Summers sin asked if the reason for a smaller number of women at the more arcane levels of math and sciences might be that innate aptitude for the higher math and science is distributed differently. This triggered a firestorm that caused feminists to behave in a very mature fashion:
Nancy Hopkins, a biologist at Massachusetts Institute of Technology, walked out on Summers’ talk, saying later that if she hadn’t left, ‘I would’ve either blacked out or thrown up.’ Five other participants reached by the Globe, including Denice D. Denton, chancellor designate of the University of California, Santa Cruz, also said they were deeply offended, while four other attendees said they were not.
Summers said he was only putting forward hypotheses based on the scholarly work assembled for the conference, not expressing his own judgments — in fact, he said, more research needs to be done on these issues.

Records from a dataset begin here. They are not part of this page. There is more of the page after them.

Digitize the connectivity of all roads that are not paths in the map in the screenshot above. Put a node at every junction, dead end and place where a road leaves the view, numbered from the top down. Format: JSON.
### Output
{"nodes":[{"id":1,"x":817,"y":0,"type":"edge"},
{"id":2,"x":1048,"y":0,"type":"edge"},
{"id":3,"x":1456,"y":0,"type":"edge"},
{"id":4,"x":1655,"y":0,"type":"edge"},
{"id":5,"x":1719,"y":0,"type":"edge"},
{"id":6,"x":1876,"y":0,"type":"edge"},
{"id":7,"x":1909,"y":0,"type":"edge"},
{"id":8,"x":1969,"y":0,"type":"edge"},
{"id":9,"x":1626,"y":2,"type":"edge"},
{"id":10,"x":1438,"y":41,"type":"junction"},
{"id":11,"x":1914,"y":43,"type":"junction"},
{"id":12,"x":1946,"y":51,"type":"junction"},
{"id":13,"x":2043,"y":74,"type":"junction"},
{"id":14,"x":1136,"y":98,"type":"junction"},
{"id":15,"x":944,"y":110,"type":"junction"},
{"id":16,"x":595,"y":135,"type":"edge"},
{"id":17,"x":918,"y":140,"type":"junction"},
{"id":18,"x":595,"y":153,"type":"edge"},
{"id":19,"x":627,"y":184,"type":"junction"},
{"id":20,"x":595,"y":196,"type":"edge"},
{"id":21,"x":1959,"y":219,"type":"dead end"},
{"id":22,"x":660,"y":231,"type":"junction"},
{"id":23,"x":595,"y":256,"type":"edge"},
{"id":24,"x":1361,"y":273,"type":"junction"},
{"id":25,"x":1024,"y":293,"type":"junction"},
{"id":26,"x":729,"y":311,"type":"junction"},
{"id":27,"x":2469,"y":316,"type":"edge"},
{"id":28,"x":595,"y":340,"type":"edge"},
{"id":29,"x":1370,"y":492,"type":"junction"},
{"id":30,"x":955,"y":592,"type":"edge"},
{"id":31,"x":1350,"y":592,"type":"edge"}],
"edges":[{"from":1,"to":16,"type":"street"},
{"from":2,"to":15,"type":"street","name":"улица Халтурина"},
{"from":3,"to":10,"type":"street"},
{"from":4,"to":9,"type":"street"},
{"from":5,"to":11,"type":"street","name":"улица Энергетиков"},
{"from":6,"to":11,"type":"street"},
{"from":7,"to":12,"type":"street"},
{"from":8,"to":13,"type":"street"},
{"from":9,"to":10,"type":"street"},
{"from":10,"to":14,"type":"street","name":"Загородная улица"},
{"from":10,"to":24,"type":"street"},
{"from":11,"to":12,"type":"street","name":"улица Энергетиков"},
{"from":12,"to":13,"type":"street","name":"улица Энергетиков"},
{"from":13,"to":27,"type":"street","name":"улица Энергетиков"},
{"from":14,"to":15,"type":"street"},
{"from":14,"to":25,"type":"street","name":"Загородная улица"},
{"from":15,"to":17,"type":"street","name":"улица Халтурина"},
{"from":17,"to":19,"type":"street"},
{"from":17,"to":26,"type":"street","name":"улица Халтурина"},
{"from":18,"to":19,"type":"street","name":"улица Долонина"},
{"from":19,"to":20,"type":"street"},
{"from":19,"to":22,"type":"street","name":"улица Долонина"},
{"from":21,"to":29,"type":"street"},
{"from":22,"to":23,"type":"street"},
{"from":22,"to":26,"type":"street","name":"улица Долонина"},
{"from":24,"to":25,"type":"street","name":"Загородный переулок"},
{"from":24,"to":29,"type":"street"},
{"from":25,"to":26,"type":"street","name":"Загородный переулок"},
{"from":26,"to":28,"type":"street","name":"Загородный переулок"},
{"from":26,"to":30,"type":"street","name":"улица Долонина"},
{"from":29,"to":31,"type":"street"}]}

The organizer of the conference at the National Bureau of Economic Research said Summers was asked to be provocative, and that he was invited as a top economist, not as a Harvard official.
I don’t know the source of the complaint that Summers is a racist. But, hey, why not just throw everything at him? Maybe he’s a cat burglar, too.
True to form, Summers apologized again and said he was sorry he wasn’t coming because he would have learned something.